El movimiento le provocó un agudo dolor en la
muñeca y en el brazo.
Ramírez
se llevó las dos manos al corazón, dolorido y cayó de bruces. Sus pies se
agitaron convulsivamente un momento, luego quedó inmóvil.
Estaba
muerto.
Las
diez de la noche.
Lubna
miró alrededor. Nadie a la vista.
La
calle volvió a ser silenciosa y sombría, tras el disparo.
El
fútbol tenía a la gente cautivada.
Ella
sola en aquella calle, con la muerte bailando en la cercanía.
Se
oyó de nuevo un débil pero largo alarido de las sirenas.
Era
seguramente la policía.
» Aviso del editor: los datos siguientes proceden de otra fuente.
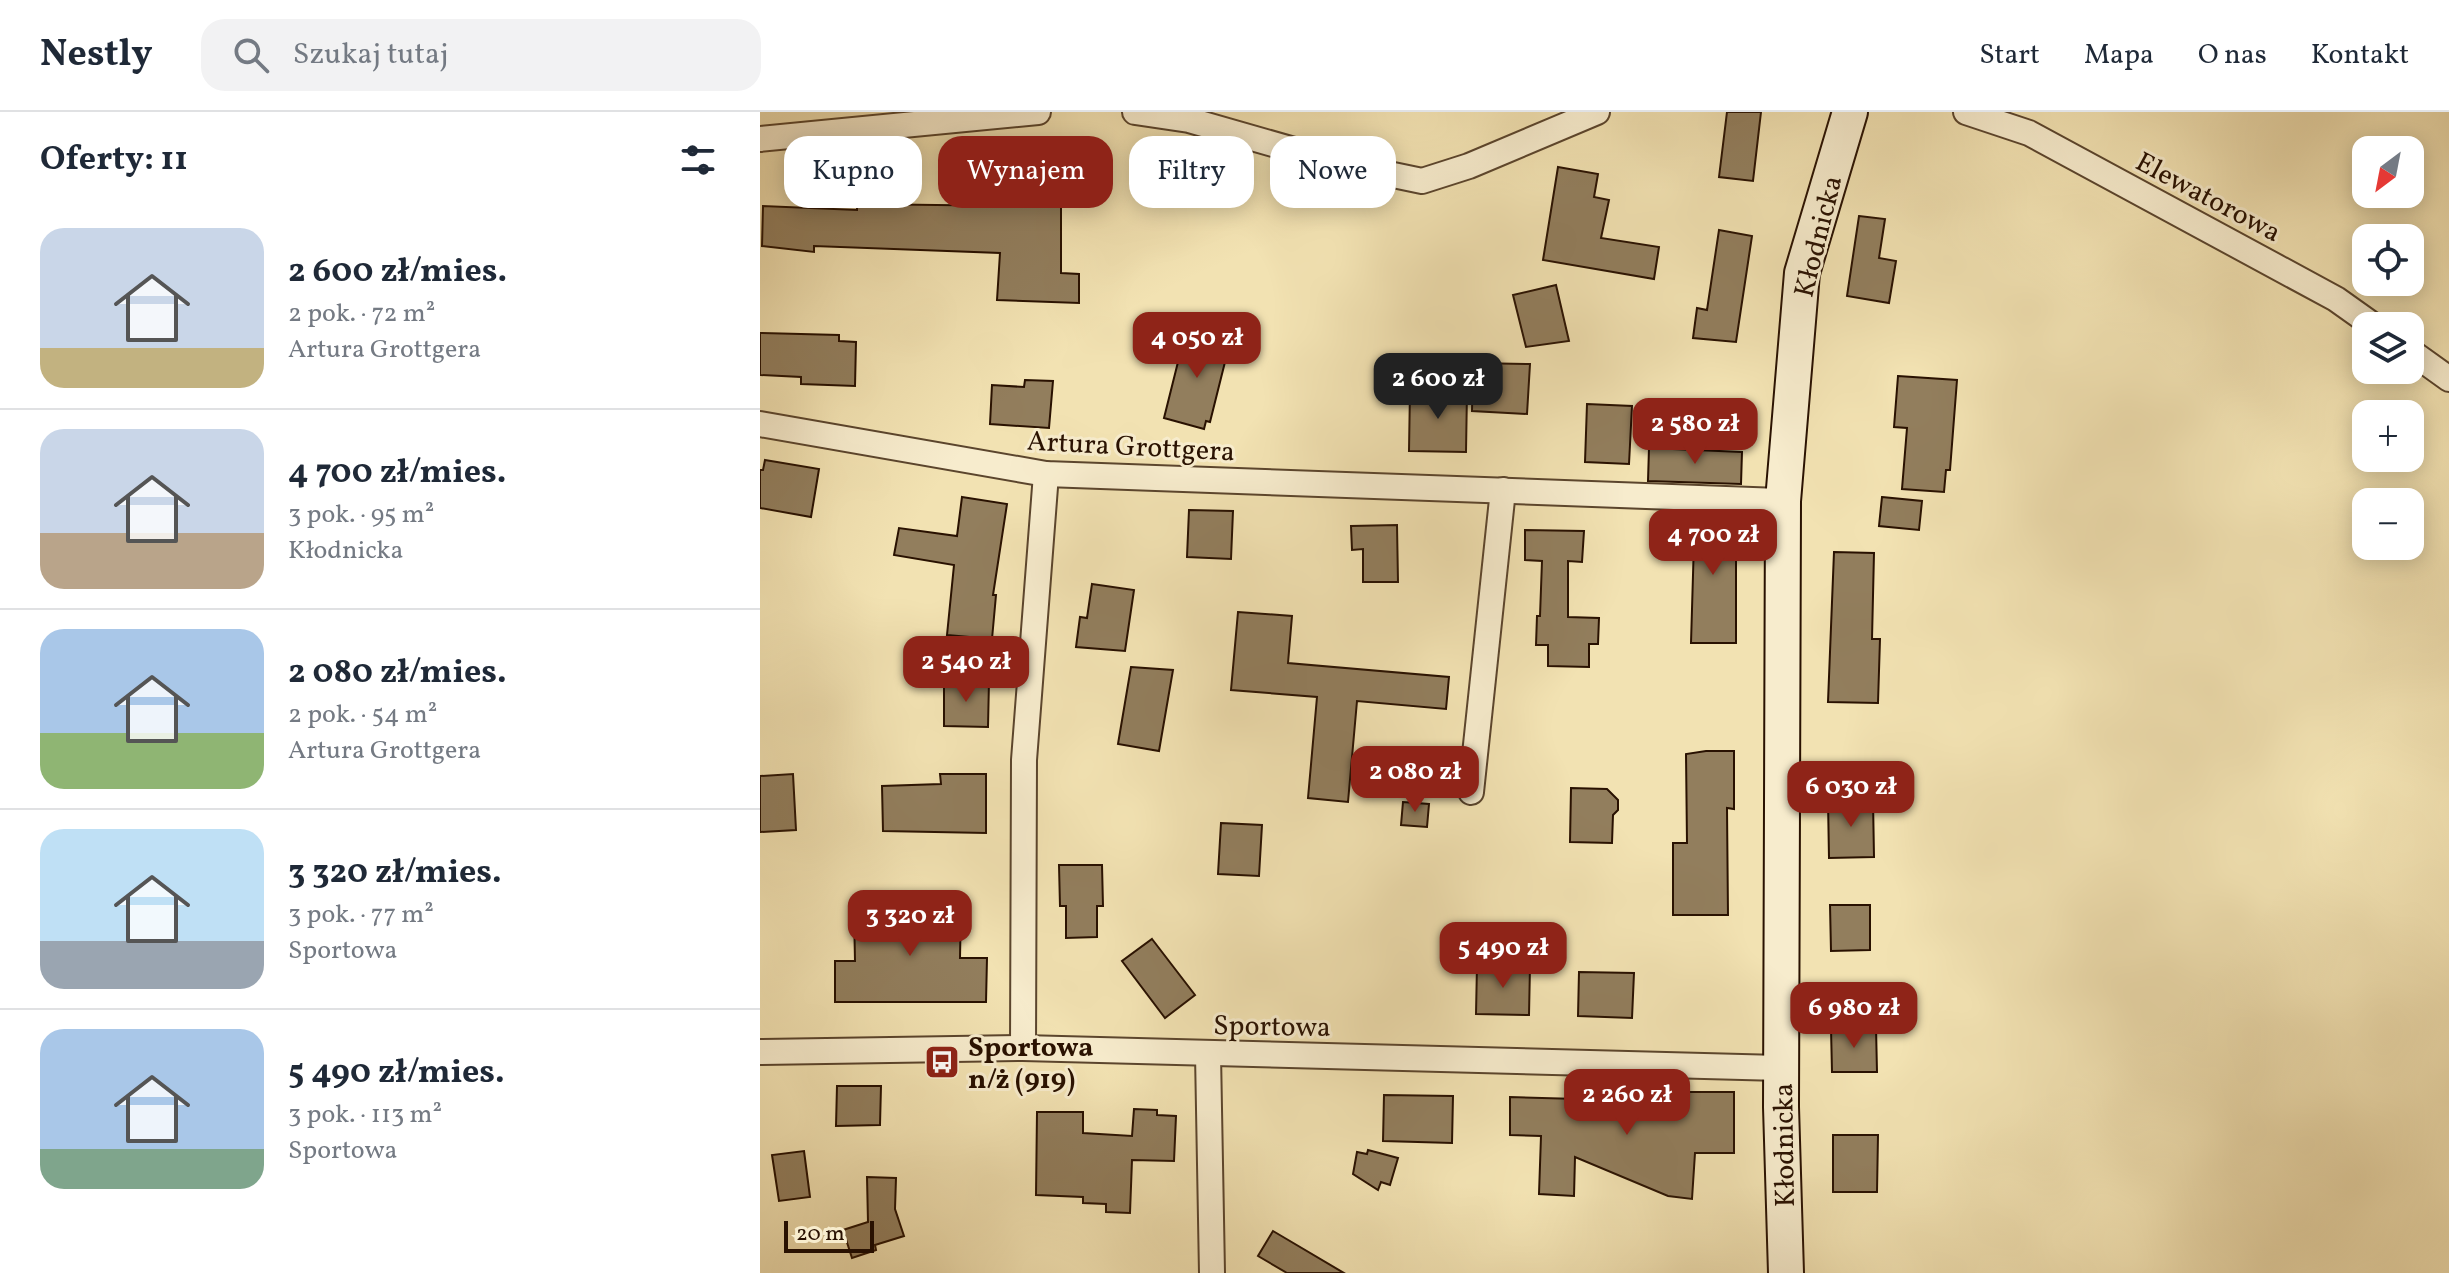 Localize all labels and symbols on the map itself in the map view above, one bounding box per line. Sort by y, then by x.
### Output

Llegarían dentro de poco.
Lubna
tenía que apresurarse.
Borró
primero sus huellas en la pistola y la dejó donde la había recogido, a algunos
metros entre los dos cadáveres.
Volvió
prontamente al de su marido, retiró sigilosamente la llave del apartamento
donde recuperaría más tarde el dinero.
Cobraría
también la póliza en su debido tiempo.
Se
puso después a gritar como una loca, al notar
que el lamento de las sirenas se hacía cada vez más ensordecedor y la
luz giratoria del vehículo policial, más cercana:
—¡Socorro,
auxilio! —aulló con todas sus fuerzas— acaban de matar a mi marido.
Llegó
el furgón de la policía, con las sirenas rugiendo como demonios, precedida de
una ambulancia.
Entonces
se encendieron más luces en los apartamentos de la calle. Se abrieron ventanas. Surgieron rostros.
Salieron muchos a ver lo que sucedía. Se animó la calle Cañaveral.
Todos
se apresuraron a socorrer, tranquilizar y a consolar a esa hermosa
pero abatida viuda que
accidentalmente, en un tiroteo entre fuerzas del orden y algunos delincuentes,
acababa de perder a su querido marido.